REQUIREMENT: Take the lines below beginning at the line that has "middle tip: (253, 137)" and stopping after the line that has "middle mcp: (301, 198)", and print them exactly as they are, with no other lines.

DATA FOR REVIEW:
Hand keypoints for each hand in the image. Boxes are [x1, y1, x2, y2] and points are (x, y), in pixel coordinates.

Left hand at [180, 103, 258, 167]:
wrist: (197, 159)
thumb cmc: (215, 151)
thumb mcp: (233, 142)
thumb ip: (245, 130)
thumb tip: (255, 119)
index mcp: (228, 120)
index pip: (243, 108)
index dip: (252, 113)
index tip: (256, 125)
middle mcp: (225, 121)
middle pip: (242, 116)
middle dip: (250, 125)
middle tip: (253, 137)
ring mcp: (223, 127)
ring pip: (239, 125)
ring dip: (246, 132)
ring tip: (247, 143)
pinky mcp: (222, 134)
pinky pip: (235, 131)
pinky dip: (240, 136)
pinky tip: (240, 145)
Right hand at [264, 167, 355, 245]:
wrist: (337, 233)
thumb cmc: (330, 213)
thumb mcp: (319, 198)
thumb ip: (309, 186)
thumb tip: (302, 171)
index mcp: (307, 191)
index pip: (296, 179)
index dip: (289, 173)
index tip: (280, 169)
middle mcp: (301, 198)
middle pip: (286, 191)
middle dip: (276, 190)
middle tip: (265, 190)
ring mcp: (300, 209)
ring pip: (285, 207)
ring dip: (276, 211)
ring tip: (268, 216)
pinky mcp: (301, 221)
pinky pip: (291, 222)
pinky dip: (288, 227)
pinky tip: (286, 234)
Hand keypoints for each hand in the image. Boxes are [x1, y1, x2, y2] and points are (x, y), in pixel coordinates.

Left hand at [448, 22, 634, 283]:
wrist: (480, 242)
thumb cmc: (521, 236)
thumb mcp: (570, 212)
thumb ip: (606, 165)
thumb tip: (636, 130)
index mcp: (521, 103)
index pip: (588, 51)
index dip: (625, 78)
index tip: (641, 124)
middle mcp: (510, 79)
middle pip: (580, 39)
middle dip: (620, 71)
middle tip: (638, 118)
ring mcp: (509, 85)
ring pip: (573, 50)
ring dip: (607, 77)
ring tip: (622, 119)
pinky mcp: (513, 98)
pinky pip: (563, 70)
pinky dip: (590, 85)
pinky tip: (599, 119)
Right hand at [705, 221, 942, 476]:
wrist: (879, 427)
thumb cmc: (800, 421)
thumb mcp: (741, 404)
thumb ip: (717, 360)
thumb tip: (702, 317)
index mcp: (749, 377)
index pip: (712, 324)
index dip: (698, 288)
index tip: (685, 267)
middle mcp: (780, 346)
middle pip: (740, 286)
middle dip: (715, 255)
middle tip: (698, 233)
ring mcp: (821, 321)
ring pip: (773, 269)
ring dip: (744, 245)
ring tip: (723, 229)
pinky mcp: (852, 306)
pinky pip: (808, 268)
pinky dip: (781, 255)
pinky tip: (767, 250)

* * *

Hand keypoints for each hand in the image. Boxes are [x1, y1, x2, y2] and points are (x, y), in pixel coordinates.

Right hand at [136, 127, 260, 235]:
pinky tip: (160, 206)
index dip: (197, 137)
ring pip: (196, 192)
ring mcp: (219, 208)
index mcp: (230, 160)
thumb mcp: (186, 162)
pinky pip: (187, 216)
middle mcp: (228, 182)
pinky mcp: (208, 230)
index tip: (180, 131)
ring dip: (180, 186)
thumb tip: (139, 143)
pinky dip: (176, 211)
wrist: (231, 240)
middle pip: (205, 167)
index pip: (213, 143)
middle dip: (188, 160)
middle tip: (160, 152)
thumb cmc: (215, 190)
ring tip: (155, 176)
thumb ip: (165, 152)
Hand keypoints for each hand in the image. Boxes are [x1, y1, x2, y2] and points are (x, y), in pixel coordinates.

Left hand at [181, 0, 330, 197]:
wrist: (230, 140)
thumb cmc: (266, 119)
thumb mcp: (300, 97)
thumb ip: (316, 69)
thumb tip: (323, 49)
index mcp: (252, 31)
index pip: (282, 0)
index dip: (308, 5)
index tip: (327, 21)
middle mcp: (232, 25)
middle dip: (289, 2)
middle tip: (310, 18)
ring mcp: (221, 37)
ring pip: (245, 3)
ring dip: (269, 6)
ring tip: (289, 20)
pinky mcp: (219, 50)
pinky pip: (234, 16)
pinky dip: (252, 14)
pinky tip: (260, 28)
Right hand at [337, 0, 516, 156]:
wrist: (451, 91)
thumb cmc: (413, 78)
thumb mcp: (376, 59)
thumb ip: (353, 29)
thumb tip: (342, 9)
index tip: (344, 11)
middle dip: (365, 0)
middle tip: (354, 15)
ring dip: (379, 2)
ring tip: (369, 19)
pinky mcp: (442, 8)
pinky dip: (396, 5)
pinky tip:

==

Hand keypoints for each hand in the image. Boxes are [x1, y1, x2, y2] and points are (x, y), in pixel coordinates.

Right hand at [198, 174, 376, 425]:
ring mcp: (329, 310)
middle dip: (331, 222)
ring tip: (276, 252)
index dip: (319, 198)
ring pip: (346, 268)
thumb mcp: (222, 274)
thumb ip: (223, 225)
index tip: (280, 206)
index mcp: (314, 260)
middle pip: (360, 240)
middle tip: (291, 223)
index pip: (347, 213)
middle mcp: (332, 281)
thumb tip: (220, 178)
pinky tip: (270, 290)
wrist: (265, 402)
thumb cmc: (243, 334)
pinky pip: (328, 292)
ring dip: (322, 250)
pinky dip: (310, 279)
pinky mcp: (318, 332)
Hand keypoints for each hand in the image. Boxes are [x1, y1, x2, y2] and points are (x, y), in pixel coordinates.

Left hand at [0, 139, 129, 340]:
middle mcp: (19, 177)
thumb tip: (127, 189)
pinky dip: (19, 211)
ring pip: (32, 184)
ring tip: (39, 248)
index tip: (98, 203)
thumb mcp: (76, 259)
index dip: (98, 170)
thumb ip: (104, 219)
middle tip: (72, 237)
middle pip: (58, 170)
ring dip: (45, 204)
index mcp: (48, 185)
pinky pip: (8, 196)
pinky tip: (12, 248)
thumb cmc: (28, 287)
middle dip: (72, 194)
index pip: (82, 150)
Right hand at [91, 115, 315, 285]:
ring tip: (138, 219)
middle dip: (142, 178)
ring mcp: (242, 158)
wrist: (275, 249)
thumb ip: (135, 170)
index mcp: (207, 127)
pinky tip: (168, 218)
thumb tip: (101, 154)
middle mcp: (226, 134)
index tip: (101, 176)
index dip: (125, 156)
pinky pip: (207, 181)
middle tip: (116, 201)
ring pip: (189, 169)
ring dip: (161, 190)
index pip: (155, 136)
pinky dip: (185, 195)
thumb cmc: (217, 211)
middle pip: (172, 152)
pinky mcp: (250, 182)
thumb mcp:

TASK ANSWER:
middle tip: (253, 137)
ring mcp: (223, 127)
ring pip: (239, 125)
ring dip: (246, 132)
ring tip: (247, 143)
pinky mcp: (222, 134)
pinky pip: (235, 131)
pinky dip: (240, 136)
pinky tip: (240, 145)
Right hand at [264, 167, 355, 245]:
wrist: (337, 233)
thumb cmc: (330, 213)
thumb mcp: (319, 198)
thumb ip: (309, 186)
thumb tip: (302, 171)
index mcp: (307, 191)
index pip: (296, 179)
index dip: (289, 173)
index tip: (280, 169)
middle mcp: (301, 198)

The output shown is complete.